### THE TASK
Where does the word "Pillnitzer" occur in the data below? Copy each line that holds it.

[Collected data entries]
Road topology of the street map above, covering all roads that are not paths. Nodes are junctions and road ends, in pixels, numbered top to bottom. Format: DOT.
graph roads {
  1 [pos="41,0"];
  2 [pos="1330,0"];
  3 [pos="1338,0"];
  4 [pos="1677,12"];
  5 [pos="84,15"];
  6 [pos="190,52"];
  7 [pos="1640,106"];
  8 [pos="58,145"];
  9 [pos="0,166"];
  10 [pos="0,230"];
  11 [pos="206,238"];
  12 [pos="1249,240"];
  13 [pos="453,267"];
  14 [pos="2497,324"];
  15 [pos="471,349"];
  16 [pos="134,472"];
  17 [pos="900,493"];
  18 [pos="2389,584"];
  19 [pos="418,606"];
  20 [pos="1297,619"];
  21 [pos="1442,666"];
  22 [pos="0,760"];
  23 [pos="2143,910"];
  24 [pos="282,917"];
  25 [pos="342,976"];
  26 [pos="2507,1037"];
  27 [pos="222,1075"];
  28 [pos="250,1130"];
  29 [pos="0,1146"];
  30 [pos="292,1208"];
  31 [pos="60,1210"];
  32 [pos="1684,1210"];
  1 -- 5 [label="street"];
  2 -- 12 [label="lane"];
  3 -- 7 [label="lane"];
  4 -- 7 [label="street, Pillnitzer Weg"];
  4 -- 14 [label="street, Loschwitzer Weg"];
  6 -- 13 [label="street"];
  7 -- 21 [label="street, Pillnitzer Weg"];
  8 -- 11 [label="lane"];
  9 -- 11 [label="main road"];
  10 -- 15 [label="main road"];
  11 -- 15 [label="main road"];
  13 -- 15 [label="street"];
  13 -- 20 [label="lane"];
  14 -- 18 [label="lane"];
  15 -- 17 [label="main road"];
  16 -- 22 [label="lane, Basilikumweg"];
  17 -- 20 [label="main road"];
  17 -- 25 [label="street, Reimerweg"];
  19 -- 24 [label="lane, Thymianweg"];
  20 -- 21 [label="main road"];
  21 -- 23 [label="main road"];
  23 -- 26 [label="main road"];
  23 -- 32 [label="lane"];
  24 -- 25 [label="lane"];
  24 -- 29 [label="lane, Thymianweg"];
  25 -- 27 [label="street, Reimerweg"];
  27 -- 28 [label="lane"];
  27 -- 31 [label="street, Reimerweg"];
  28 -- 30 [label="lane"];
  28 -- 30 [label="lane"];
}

### SOLUTION
  4 -- 7 [label="street, Pillnitzer Weg"];
  7 -- 21 [label="street, Pillnitzer Weg"];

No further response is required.